Exercise details
Check each line of the listing for the string "with". Copy those where it appears.

********************

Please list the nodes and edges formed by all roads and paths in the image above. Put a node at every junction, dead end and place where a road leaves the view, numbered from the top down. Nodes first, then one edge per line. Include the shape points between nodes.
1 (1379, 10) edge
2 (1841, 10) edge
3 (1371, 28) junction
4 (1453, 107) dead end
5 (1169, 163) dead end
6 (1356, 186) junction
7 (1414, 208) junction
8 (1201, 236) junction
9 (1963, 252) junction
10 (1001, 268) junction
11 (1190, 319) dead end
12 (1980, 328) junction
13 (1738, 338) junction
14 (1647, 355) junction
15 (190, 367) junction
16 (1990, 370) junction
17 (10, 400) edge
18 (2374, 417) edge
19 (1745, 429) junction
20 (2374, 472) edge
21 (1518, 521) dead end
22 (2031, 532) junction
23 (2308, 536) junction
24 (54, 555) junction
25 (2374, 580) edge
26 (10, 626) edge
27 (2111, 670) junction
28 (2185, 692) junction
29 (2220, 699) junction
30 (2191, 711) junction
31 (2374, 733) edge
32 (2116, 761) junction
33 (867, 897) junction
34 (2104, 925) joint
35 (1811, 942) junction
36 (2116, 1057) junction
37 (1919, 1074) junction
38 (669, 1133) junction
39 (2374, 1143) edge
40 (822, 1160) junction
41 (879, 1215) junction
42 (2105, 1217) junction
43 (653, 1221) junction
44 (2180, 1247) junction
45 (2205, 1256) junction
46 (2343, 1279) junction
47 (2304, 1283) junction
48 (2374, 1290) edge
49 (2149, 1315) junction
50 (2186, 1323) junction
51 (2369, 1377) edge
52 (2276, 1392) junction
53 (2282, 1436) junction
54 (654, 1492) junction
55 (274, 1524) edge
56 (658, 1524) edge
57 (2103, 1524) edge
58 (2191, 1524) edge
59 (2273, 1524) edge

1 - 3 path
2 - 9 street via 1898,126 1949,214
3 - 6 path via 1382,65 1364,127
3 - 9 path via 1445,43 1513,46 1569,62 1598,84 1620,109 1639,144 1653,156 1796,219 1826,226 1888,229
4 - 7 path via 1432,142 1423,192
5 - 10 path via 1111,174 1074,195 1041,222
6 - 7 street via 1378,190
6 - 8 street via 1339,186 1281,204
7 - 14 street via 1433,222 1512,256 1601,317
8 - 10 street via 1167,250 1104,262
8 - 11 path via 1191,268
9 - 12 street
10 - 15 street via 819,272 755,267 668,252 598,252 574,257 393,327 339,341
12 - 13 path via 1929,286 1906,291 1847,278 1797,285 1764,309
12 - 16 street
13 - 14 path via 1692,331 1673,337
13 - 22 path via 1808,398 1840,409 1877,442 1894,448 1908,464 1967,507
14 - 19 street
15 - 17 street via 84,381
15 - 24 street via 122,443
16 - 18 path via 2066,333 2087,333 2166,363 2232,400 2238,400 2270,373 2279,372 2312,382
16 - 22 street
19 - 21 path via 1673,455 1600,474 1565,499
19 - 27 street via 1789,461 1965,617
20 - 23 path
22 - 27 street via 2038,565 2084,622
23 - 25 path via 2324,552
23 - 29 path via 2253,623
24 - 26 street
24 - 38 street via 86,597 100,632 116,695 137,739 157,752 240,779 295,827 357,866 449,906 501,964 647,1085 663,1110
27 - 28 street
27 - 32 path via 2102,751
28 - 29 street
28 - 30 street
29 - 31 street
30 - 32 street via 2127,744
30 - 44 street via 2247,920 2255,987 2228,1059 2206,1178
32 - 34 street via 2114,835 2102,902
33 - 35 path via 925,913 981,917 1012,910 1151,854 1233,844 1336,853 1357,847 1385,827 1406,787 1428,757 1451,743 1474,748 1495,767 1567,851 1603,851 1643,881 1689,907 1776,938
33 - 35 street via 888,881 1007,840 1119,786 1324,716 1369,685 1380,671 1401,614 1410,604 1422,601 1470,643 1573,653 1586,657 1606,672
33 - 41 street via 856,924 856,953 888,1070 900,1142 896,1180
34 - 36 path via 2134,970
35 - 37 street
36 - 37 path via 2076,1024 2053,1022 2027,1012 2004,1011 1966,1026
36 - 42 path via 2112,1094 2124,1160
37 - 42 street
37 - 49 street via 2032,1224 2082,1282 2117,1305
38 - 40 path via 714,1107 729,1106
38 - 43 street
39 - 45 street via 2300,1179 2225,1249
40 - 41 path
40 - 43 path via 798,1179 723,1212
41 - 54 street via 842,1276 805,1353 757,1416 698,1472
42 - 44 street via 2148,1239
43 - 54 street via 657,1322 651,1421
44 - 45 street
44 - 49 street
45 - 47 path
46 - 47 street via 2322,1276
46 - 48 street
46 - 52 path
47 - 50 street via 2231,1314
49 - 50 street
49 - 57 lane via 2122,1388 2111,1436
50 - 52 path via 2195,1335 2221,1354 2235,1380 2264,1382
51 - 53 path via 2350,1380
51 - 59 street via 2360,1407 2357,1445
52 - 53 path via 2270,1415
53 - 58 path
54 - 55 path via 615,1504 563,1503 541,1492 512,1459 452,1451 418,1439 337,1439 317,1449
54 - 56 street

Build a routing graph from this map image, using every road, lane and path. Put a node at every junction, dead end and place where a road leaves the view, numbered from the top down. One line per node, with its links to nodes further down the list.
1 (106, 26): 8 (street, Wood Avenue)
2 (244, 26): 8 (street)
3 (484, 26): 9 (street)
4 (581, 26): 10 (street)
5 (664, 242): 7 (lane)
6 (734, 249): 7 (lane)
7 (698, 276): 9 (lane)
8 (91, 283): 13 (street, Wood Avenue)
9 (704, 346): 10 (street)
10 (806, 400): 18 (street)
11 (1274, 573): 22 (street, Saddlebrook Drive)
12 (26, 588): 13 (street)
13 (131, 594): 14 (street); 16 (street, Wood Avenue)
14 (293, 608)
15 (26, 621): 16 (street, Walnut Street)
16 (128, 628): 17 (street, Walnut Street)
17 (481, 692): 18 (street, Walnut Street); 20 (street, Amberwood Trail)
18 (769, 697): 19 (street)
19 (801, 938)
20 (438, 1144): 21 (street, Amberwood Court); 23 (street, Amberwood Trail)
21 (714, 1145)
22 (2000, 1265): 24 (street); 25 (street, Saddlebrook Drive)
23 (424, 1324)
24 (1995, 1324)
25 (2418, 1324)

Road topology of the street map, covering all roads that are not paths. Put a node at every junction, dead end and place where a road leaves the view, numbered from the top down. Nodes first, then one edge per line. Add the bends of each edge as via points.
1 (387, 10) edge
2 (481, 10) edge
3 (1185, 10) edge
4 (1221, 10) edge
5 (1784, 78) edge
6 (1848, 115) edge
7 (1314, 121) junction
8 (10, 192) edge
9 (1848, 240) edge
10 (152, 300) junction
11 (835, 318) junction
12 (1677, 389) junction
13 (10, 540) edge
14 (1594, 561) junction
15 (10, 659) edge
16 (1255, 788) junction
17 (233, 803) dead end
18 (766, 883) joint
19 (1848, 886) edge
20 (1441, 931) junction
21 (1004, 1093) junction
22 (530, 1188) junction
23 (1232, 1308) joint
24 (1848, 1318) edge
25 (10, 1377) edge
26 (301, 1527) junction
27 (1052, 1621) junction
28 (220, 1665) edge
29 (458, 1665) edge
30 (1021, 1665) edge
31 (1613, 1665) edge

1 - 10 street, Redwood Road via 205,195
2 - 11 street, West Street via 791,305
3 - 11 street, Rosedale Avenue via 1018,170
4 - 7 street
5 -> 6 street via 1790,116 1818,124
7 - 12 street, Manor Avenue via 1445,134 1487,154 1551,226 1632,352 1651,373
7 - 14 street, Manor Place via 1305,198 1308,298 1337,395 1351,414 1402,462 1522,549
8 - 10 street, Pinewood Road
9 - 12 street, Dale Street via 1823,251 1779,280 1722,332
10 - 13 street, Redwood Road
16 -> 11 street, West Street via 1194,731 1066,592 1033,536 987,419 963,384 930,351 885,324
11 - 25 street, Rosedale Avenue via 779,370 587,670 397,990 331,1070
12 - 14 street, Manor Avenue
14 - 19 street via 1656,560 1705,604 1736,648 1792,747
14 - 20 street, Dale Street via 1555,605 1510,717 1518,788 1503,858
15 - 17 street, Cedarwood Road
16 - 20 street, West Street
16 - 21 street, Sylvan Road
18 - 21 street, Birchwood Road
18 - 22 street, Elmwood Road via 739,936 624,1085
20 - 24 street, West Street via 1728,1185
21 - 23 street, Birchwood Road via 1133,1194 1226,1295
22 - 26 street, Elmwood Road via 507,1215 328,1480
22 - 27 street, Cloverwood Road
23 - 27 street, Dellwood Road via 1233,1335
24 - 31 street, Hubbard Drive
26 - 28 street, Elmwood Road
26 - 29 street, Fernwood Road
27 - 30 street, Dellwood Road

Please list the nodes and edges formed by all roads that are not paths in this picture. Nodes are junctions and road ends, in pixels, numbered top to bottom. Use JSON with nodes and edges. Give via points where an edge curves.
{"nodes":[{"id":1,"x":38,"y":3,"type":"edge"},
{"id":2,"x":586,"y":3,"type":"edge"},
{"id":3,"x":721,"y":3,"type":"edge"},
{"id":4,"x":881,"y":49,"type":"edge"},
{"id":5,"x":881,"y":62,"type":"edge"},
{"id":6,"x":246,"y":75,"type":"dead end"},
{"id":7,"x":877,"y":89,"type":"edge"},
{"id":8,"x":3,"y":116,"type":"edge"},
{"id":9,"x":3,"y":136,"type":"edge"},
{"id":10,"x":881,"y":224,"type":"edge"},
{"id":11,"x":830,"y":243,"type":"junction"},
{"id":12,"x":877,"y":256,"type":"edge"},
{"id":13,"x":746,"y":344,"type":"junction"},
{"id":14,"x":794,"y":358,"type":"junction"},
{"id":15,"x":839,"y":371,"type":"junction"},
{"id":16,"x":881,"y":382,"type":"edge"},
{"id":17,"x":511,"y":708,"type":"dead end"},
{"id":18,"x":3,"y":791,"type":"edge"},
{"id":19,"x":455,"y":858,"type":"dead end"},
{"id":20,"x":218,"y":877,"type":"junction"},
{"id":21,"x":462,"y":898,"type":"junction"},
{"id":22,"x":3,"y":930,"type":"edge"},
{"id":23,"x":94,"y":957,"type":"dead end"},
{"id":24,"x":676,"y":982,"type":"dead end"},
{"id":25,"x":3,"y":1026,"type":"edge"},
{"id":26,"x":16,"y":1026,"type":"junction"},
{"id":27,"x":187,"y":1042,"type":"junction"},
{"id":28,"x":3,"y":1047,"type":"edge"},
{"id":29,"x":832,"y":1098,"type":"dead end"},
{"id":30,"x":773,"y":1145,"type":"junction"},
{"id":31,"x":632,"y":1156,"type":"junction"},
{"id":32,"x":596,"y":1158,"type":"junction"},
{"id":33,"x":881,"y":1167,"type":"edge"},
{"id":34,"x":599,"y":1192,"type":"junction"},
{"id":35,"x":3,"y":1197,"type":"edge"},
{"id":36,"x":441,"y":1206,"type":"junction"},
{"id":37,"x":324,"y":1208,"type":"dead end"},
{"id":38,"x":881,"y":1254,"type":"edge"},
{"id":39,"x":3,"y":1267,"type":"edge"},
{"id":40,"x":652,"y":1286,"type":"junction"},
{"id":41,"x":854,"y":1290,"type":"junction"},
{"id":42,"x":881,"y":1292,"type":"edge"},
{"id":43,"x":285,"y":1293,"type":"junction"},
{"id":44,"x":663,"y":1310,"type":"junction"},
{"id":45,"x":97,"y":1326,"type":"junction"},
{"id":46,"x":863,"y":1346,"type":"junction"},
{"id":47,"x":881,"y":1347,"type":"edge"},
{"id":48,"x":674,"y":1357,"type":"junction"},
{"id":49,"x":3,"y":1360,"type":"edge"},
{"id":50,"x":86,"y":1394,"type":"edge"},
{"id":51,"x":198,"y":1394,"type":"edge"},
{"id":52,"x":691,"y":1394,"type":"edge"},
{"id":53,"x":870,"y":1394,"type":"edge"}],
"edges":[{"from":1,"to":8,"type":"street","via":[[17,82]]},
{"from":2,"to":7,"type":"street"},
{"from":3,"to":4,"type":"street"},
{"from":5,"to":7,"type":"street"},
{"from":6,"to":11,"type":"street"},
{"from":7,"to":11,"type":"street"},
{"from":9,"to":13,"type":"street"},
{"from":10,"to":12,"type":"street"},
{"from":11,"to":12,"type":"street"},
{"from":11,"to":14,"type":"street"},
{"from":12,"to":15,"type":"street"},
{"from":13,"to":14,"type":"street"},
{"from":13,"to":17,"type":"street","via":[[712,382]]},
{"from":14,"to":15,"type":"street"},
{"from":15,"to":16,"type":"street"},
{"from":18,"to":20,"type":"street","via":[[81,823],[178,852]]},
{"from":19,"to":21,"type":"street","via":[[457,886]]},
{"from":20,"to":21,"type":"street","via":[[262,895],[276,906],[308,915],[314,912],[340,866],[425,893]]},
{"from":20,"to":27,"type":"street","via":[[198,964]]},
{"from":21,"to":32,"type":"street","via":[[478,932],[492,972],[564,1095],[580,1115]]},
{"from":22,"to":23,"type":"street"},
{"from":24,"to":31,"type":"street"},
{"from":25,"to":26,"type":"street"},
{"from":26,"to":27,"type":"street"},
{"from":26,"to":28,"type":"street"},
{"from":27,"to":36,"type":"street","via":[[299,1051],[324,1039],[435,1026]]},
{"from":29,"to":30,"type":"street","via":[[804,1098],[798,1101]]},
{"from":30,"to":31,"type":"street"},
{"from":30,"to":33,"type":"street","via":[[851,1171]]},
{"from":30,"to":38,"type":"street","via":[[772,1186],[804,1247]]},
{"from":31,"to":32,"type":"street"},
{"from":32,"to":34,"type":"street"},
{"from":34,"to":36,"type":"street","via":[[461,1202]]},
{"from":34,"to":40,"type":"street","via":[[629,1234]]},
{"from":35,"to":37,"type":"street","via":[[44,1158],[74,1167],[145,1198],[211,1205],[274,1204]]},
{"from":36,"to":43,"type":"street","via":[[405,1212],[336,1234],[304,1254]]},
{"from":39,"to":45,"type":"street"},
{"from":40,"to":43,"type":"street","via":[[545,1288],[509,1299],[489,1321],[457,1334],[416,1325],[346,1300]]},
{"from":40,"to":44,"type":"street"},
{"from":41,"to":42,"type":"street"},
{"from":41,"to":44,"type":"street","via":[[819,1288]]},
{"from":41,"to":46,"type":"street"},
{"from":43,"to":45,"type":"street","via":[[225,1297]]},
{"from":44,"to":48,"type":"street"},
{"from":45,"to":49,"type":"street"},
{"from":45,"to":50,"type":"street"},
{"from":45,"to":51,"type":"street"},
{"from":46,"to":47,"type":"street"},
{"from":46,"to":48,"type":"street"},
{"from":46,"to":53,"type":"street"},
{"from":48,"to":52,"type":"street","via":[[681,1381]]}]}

********************

Task answer
Build a routing graph from this map image, using every road, lane and path. Put a node at every junction, dead end and place where a road leaves the view, numbered from the top down. One line per node, with its links to nodes further down the list.
Please list the nodes and edges formed by all roads that are not paths in this picture. Nodes are junctions and road ends, in pixels, numbered top to bottom. Use JSON with nodes and edges. Give via points where an edge curves.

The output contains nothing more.